Over the July 4th weekend of 2010, I attended the fourth annual Defending the American Dream Summit, in Austin, Texas, which served in part as a training session for local Tea Party activists. The summit was sponsored by Americans for Prosperity, which purported to be a nonpartisan grass-roots political-advocacy group devoted to the cause of small government, free markets, and liberty. It was in fact an organization that had been founded and heavily funded by the Kochs, whose early activism was entwined in fearmongering and racial intolerance.

The Kochs’ father, Fred Koch, the founder of Koch Industries, the hugely profitable private oil-and-chemical company that his sons inherited, was one of the original members of the John Birch Society, the ultra-conservative group that accused political opponents of treason and was at its core segregationist. After the Supreme Court ruled in favor of desegregating America’s public schools, in 1954, the Birchers launched a nationwide crusade to impeach Chief Justice Earl Warren. In 1960, Fred Koch wrote a self-published book describing welfare programs as a secret government plot to lure rural blacks into cities so that they could foment “a vicious race war.” Before George Wallace declared his Presidential candidacy in 1968, Fred Koch also supported an unsuccessful effort to recruit Ezra Taft Benson, the former Secretary of Agriculture and a leader of the Mormon Church, and Strom Thurmond, the South Carolina senator, to run on a platform calling for the restoration of segregation. The Birchers’ radicalism was so extreme, and delusional, they claimed that Republican President Dwight Eisenhower was a communist agent.

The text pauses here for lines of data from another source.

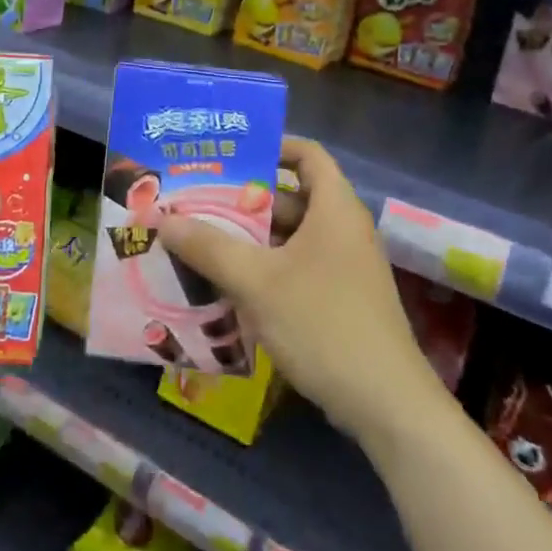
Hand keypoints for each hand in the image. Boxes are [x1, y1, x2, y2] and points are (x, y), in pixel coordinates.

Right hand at [159, 137, 440, 442]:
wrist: (386, 404)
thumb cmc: (323, 324)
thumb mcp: (258, 282)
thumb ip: (209, 247)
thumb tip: (164, 219)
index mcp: (334, 208)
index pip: (307, 154)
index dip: (272, 146)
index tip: (230, 156)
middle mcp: (343, 229)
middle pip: (292, 197)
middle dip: (245, 199)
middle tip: (198, 201)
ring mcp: (345, 267)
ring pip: (291, 237)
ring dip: (251, 238)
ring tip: (202, 241)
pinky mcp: (341, 299)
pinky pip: (297, 268)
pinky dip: (265, 268)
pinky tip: (229, 285)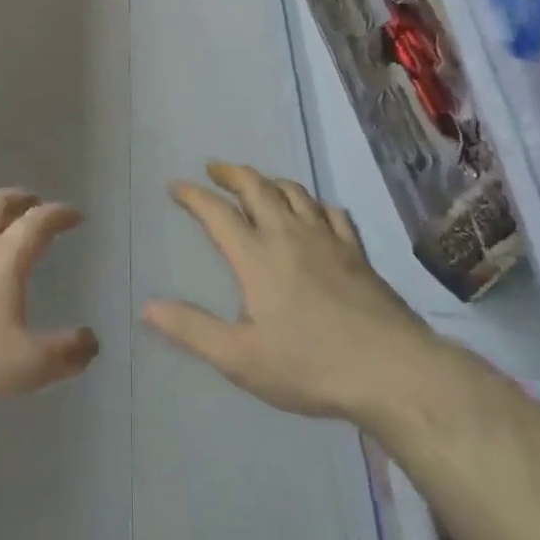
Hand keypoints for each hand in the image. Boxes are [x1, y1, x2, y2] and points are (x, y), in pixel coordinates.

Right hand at [142, 163, 429, 422]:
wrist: (391, 370)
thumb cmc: (310, 365)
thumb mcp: (241, 358)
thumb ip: (192, 330)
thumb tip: (147, 306)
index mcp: (256, 256)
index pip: (217, 213)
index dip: (193, 195)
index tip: (176, 186)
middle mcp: (288, 235)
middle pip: (256, 187)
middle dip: (232, 173)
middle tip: (214, 169)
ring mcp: (327, 239)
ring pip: (294, 192)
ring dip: (269, 181)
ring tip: (257, 184)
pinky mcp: (356, 252)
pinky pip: (331, 212)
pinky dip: (313, 202)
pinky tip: (313, 210)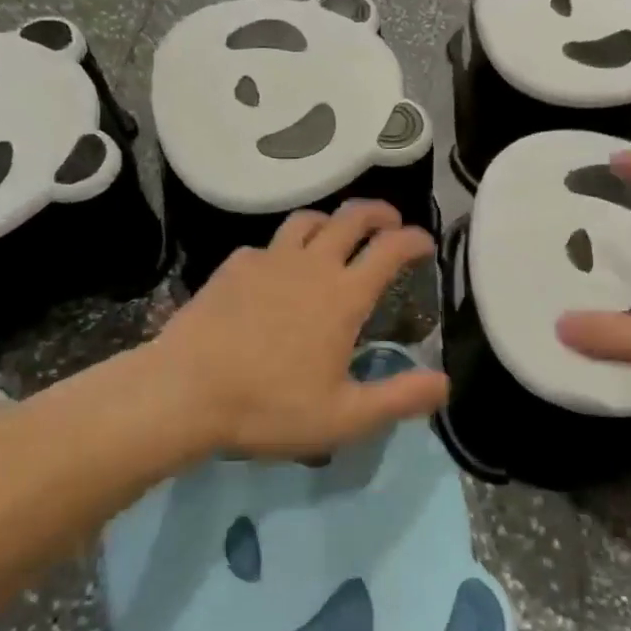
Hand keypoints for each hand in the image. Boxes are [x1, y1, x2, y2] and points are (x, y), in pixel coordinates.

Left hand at [152, 201, 448, 458]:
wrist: (185, 391)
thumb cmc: (269, 406)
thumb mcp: (344, 417)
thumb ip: (399, 399)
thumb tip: (444, 383)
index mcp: (343, 296)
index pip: (390, 249)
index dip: (413, 239)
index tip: (424, 242)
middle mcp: (310, 265)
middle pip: (351, 218)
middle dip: (378, 213)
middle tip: (390, 221)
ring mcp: (268, 259)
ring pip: (307, 220)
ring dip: (331, 220)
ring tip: (337, 234)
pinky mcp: (234, 265)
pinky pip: (268, 244)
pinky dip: (285, 249)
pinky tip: (278, 270)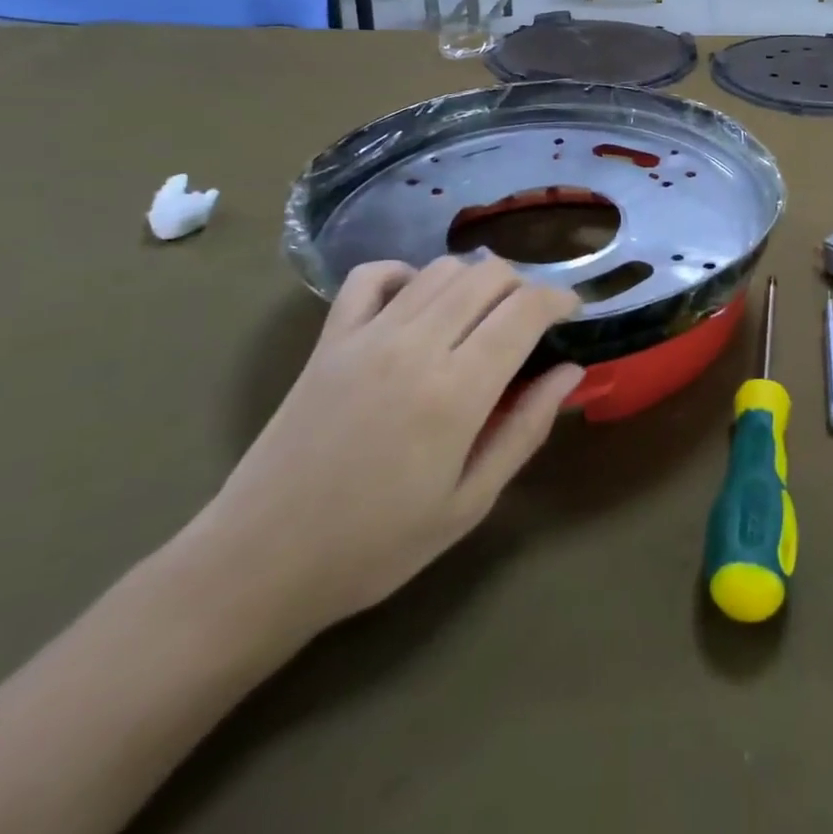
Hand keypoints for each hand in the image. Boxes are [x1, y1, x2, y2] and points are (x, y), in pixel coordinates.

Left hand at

It’s not fair to visit the sins of the father on the sons, but Charles and David have their own dubious record of involvement with racist institutions. They themselves belonged to the John Birch Society, and, in the late sixties, Charles was a trustee at a place called the Freedom School, outside Colorado Springs, which had no black students because, its director explained to the Times, “it might present a housing problem because some of his students are segregationists.” The Freedom School was a font of extreme anti-government ideology, teaching a revisionist version of American history in which it was argued that the Civil War should not have been fought, the South should have been allowed to secede, and slavery was a lesser evil than military conscription. Charles Koch was so enthralled with the Freedom School that he got his three brothers and many friends to attend. He had hoped to expand it into an accredited university, but instead it ran aground financially. It was, however, the first step in the Kochs’ lifelong crusade to use their vast fortune to reshape American academia and politics along the lines of their own ideology.